First, I think we need to dismiss the idea that replayability is a measure of how far players progress, or how many times they replay a game all the way through. Red Dead Redemption was highly replayable, but I’d be shocked to learn that more than 40 per cent of players got to the end, or that over 10 per cent got all the achievements. When faced with such numbers, it’s hard to refute the idea that the game isn’t replayable enough. So we need a more robust definition, lest we get strong-armed into making a worse game by someone with $100 million and a playtest report who says players aren’t finishing the game.

In a theoretical sense, I think the best predictor of replayability is the depth-to-exhaustibility ratio. By ‘depth’, I mean specifically the degree of rich interconnection between well-balanced systems. And by ‘exhaustibility’, I mean the degree to which a game relies on static content to deliver a message. The inherent claim of this simple ratio is that more systemic depth and less static content corresponds to greater replayability.

By this measure, we can look at classic games such as chess or go and predict that since they are entirely richly interconnected, well-balanced systems with virtually no content, they should exhibit almost infinite replayability. And they do. By contrast, a game such as Dragon’s Lair – virtually all content and no systems – should exhibit almost no replayability. And once you’ve exhausted the content and had your kiss from Princess Daphne, replaying is almost pointless.

In the modern market, where the depth-to-content ratio tends to be more middling, we can look at examples such as Civilization, which contains a great deal of content, but principally delivers it in the service of many extremely rich systems. As a consequence, it approaches the degree of replayability of chess or go. In the multiplayer domain, Civ (or any game) offers even higher replayability, because human players themselves become elements of the system space. With all other factors being equal, and barring degenerate strategies in the design, multiplayer games will always have higher replayability than singleplayer games. This explains the unfortunate trend towards tacked-on multiplayer as an attempt to mitigate the risk of low replayability.

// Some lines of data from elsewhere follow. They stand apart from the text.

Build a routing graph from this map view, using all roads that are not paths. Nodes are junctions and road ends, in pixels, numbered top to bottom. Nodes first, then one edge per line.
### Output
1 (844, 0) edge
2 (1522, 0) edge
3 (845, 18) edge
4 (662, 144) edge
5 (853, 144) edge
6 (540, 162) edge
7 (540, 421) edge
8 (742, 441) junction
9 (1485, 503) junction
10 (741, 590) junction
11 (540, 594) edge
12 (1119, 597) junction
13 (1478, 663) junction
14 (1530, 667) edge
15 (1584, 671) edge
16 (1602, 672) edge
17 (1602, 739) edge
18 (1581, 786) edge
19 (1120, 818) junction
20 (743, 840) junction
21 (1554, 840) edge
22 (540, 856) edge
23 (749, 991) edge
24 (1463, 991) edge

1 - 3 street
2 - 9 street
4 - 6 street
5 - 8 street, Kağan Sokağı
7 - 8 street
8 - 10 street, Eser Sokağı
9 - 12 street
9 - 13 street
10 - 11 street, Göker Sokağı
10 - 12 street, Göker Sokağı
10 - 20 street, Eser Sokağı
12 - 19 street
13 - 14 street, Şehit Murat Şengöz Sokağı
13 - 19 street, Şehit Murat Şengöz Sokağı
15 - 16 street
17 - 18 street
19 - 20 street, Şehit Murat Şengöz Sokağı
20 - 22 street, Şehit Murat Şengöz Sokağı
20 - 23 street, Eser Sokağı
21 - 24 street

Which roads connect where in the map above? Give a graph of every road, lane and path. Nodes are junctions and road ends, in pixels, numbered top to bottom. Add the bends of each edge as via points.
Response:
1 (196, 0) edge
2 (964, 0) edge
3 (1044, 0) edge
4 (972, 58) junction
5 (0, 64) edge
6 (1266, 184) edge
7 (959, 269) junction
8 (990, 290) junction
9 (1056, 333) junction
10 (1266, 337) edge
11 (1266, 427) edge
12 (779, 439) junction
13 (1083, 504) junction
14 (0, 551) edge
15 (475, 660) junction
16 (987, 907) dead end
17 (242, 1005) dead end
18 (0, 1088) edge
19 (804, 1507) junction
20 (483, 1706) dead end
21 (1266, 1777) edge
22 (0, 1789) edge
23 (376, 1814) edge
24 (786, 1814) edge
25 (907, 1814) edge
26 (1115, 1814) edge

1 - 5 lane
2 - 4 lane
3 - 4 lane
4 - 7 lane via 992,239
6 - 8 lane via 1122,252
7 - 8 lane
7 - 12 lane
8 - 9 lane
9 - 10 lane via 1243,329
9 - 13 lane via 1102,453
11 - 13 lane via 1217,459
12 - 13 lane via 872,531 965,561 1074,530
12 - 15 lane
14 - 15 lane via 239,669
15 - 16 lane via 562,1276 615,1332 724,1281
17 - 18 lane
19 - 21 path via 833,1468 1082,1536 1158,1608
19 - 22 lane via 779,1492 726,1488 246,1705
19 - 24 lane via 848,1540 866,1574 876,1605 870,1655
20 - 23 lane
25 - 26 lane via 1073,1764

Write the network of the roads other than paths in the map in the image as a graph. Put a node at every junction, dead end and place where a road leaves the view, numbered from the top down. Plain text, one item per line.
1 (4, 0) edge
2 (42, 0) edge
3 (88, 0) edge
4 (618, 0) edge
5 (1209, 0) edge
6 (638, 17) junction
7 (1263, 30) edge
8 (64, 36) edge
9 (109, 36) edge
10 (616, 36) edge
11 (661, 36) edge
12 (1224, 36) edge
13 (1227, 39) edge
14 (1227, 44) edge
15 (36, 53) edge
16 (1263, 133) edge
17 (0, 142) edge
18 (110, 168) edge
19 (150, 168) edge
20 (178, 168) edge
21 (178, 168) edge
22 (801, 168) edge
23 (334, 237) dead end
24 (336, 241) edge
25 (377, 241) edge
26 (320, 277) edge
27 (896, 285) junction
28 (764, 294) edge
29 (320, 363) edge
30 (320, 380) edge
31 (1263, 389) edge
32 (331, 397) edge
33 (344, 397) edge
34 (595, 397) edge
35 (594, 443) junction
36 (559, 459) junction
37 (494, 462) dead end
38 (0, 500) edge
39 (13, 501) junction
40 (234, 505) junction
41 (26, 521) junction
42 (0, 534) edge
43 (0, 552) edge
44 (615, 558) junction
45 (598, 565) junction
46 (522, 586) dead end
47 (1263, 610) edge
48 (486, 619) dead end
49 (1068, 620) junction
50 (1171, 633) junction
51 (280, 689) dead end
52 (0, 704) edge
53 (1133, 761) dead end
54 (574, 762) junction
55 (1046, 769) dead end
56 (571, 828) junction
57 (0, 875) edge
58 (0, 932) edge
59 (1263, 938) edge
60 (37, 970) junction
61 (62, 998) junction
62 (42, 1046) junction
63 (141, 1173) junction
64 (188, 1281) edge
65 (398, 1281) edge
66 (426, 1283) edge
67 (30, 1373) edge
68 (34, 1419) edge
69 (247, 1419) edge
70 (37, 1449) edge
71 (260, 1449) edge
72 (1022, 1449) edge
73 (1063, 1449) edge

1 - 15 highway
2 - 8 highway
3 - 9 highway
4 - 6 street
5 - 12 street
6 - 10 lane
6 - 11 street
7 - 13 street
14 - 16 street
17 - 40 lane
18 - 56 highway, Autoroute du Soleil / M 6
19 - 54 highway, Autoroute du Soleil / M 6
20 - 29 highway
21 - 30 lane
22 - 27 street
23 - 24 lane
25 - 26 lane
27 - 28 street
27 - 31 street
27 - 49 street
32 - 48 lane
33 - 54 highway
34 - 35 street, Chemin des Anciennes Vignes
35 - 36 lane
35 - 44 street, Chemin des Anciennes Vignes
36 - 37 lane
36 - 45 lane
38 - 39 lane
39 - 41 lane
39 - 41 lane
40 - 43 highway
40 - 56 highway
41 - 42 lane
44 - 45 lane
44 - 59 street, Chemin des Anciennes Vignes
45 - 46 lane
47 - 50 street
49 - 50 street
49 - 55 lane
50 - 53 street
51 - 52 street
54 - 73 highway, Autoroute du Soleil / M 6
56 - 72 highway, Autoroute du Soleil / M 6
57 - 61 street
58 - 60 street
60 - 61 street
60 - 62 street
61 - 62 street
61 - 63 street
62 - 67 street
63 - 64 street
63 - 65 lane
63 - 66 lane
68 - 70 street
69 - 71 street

So if all we need to do to increase replayability is to improve the ratio of richly interconnected, well-balanced systems to static content, why are we still floundering? This is particularly puzzling in an era when the cost to produce static content is rising non-linearly, and the cost to design robust dynamic systems remains comparatively fixed. But I feel there are two major hurdles to embracing this obvious solution.

First, even non-linear increases in the costs of producing static content are predictable. More people with more experience and better production methodology allow for predictable management of ever-increasing budgets. An easily exhausted, content-centric thrill ride that has a billion-dollar launch weekend and then fades from memory in time to start marketing the sequel is increasingly attractive when compared with the requirement to iterate through productive failures in order to create deep, interconnected systems. This is especially true when the methods for monetising years of continuous replay are poorly understood.

But developers also have a hurdle to acknowledge: our tools for delivering messages via static authored content are increasingly powerful – and seductive. After decades of yearning for cultural relevance, it often seems the easiest path to fame and wealth is to deliver authored messages via static content the way musicians or authors do. After all, there is no doubt you are culturally relevant when five million fans are arguing over whether you’re an ‘artist’. The question that arises as the replayability ratio approaches infinity is whether we’re willing and able to recognise the legitimacy of the culturally relevant act of abdicating the generation of meaning to players – which I believe is the highest value proposition that has ever been made.